Quite a few companies, mostly banks and credit card companies, now have features that allow you to receive notifications when there is activity on your account. When all is normal, you will get a text message right after you do something, such as making a purchase online, and if everything is correct, you simply leave it alone.
However, should the day arrive where a hacker or cybercriminal gets a hold of your information and tries to steal from you, you'll be instantly notified, and this will allow you to act quickly – you can suspend your account, report the transaction as fraud, and immediately begin the process of recuperating any lost funds.
These services are free and easy to set up, and while they technically represent a reactive strategy, they can help minimize the damage of an attack and reduce the size of the headache it causes.
Our kids face unique threats while they're online, and this means we need to have a unique strategy for helping them stay safe. Whenever possible, implement the tactics listed above, but also consider the following:
Probably the best defense you can provide your children with is a good head on their shoulders. It's important you talk to them about what they do online, what the risks are, and what they should do if they encounter an inappropriate situation.
It's also important that you be informed about the things that are popular with kids these days so that you can have a more thoughtful discussion to which they can relate, something that will encourage them to open up.
Of course, kids aren't always going to be the more forthcoming, but so long as you approach the situation not as a helicopter parent trying to tell them what to do but rather as a confidant and resource, you should be able to get through to them and help them understand what it means to be safe online.
For those who would like to go a bit further, you can implement parental controls on your kids' devices, your internet connection, your cable, and a whole lot more.
In an ideal world, the conversations you have with your kids would make these controls unnecessary, but sometimes that's simply not a case.
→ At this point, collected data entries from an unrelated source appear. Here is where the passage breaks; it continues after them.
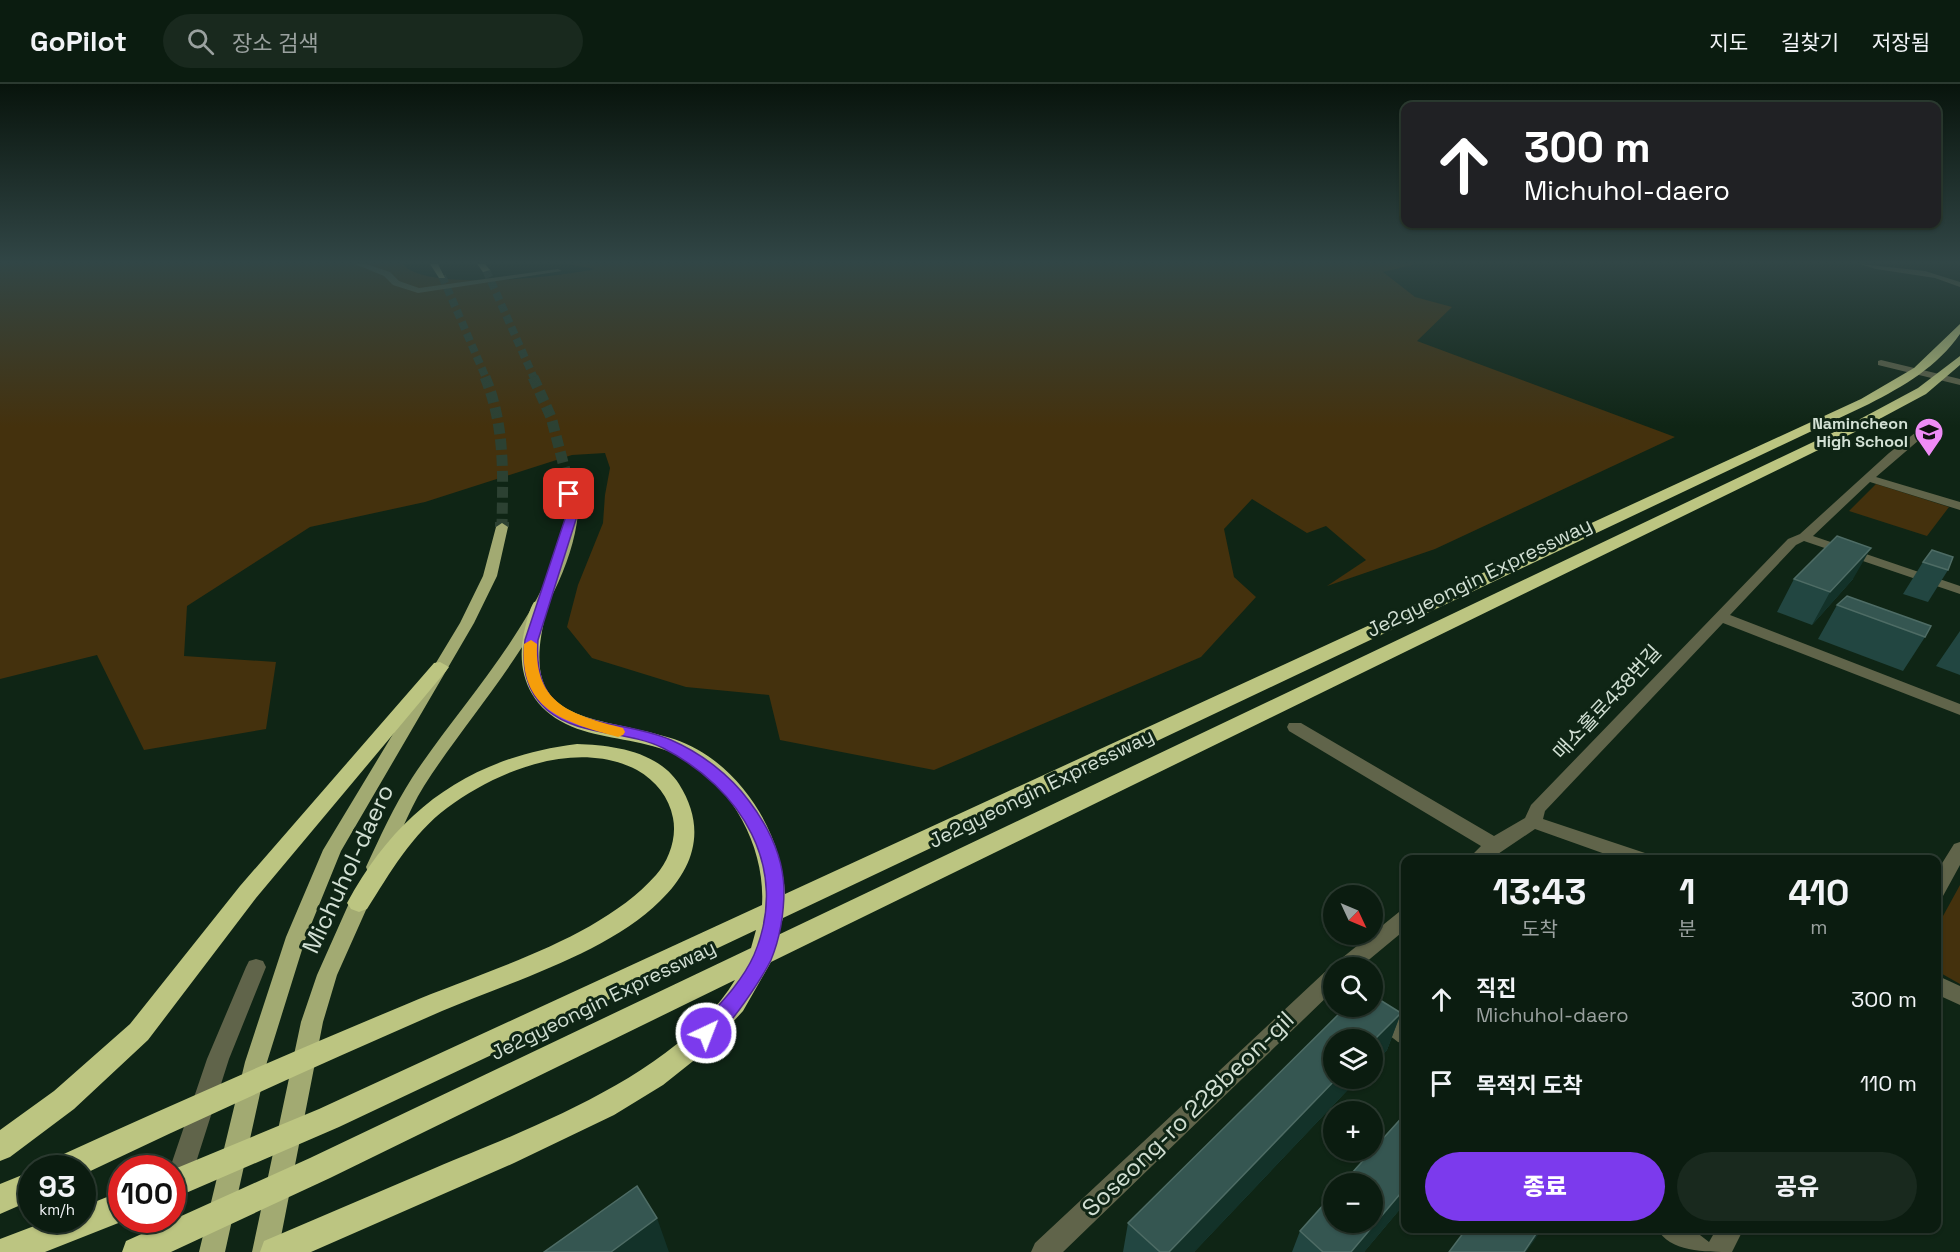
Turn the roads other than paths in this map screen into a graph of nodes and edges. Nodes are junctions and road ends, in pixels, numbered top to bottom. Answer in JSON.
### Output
{"nodes":[{"id":1,"x":1960,"y":327,"type":"edge"},
{"id":2,"x":1960,"y":359,"type":"edge"},
{"id":3,"x":1881,"y":363,"type":"dead end"},
{"id":4,"x":1960,"y":382,"type":"edge"},
{"id":5,"x":1928,"y":428,"type":"dead end"},
{"id":6,"x":566,"y":474,"type":"tunnel mouth"},
{"id":7,"x":1869,"y":478,"type":"junction"},
{"id":8,"x":1960,"y":506,"type":"edge"},
{"id":9,"x":502,"y":526,"type":"tunnel mouth"},
{"id":10,"x":1804,"y":537,"type":"junction"},
{"id":11,"x":1960,"y":590,"type":"edge"},
{"id":12,"x":540,"y":606,"type":"junction"},
{"id":13,"x":1719,"y":616,"type":"junction"},
{"id":14,"x":440,"y":667,"type":"junction"},
{"id":15,"x":1960,"y":710,"type":"edge"},
{"id":16,"x":1295,"y":728,"type":"dead end"},
{"id":17,"x":1533,"y":822,"type":"junction"},
{"id":18,"x":1494,"y":845,"type":"junction"},
{"id":19,"x":1960,"y":849,"type":"edge"},
{"id":20,"x":1482,"y":855,"type":"edge"},
{"id":21,"x":1629,"y":855,"type":"edge"},
{"id":22,"x":1955,"y":870,"type":"edge"},
{"id":23,"x":1941,"y":885,"type":"edge"},
{"id":24,"x":359,"y":903,"type":"junction"},
{"id":25,"x":1401,"y":921,"type":"edge"},
{"id":26,"x":1358,"y":957,"type":"edge"},
{"id":27,"x":256,"y":967,"type":"dead end"},
{"id":28,"x":1941,"y":986,"type":"edge"},
{"id":29,"x":1323,"y":987,"type":"edge"},
{"id":30,"x":1960,"y":996,"type":"edge"},
{"id":31,"x":1382,"y":1017,"type":"edge"},
{"id":32,"x":1401,"y":1031,"type":"edge"},
{"id":33,"x":0,"y":1147,"type":"edge"},
{"id":34,"x":93,"y":1155,"type":"edge"},
{"id":35,"x":186,"y":1157,"type":"edge"},
{"id":36,"x":186,"y":1179,"type":"edge"},
{"id":37,"x":18,"y":1191,"type":"edge"},
{"id":38,"x":0,"y":1199,"type":"edge"},
{"id":39,"x":108,"y":1212,"type":"edge"},
{"id":40,"x":162,"y":1233,"type":"edge"},
{"id":41,"x":1676,"y":1233,"type":"edge"},
{"id":42,"x":1729,"y":1233,"type":"edge"},
{"id":43,"x":7,"y":1252,"type":"edge"},
{"id":44,"x":137,"y":1252,"type":"edge"},
{"id":45,"x":156,"y":1252,"type":"edge"},
{"id":46,"x":212,"y":1252,"type":"edge"},
{"id":47,"x":265,"y":1252,"type":"edge"},
{"id":48,"x":275,"y":1252,"type":"edge"},
{"id":49,"x":1044,"y":1252,"type":"edge"},
{"id":50,"x":1701,"y":1252,"type":"edge"},
{"id":51,"x":1718,"y":1252,"type":"edge"}],
"edges":[{"from":1,"to":36,"type":"highway","name":"Je2gyeongin Expressway"},
{"from":2,"to":44,"type":"highway","name":"Je2gyeongin Expressway"},
{"from":3,"to":4,"type":"street"},
{"from":5,"to":7,"type":"street","name":"매소홀로438번길"},
{"from":6,"to":12,"type":"main road","name":"Michuhol-daero"},
{"from":7,"to":8,"type":"street"},
{"from":7,"to":10,"type":"street","name":"매소홀로438번길"},
{"from":9,"to":14,"type":"main road","name":"Michuhol-daero"},
{"from":10,"to":11,"type":"street"},
{"from":10,"to":13,"type":"street","name":"매소홀로438번길"},
{"from":12,"to":24,"type":"main road","name":"Michuhol-daero"},
{"from":12,"to":48,"type":"highway"},
{"from":13,"to":15,"type":"street"},
{"from":13,"to":17,"type":"street","name":"매소홀로438번길"},
{"from":14,"to":33,"type":"highway"},
{"from":14,"to":46,"type":"main road","name":"Michuhol-daero"},
{"from":16,"to":18,"type":"street"},
{"from":17,"to":18,"type":"street"},
{"from":17,"to":21,"type":"street"},
{"from":18,"to":20,"type":"street"},
{"from":19,"to":22,"type":"street"},
{"from":22,"to":23,"type":"street"},
{"from":24,"to":34,"type":"highway"},
{"from":24,"to":47,"type":"main road","name":"Michuhol-daero"},
{"from":25,"to":26,"type":"street","name":"Soseong-ro 228beon-gil"},
{"from":27,"to":35,"type":"street"},
{"from":28,"to":30,"type":"street"},
{"from":29,"to":49,"type":"street","name":"Soseong-ro 228beon-gil"},
{"from":31,"to":32,"type":"street"},
{"from":37,"to":38,"type":"highway"},
{"from":39,"to":43,"type":"highway"},
{"from":40,"to":45,"type":"street"},
{"from":41,"to":50,"type":"street"},
{"from":42,"to":51,"type":"street"}]}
Some useful controls include preventing your kids from sharing information on social media without your permission.
This may frustrate them, but some kids, especially younger kids, are simply too immature and are therefore unable to tell which information simply mustn't be shared on the internet.
Limiting your child's screen time is probably a good idea no matter what, but it also decreases the chances of them falling onto a site where they can get into trouble.
How you go about doing this will depend on the situation, but you could prevent kids from taking connected devices into their rooms after certain hours, or you could require them to browse on devices that are kept in public areas.
Now that you know all the threats you face, and some tips to help keep you safe, secure browsing is right around the corner. Remember, hackers and other cybercriminals are constantly looking for new ways to get after you, so keep yourself informed and remain vigilant at all times.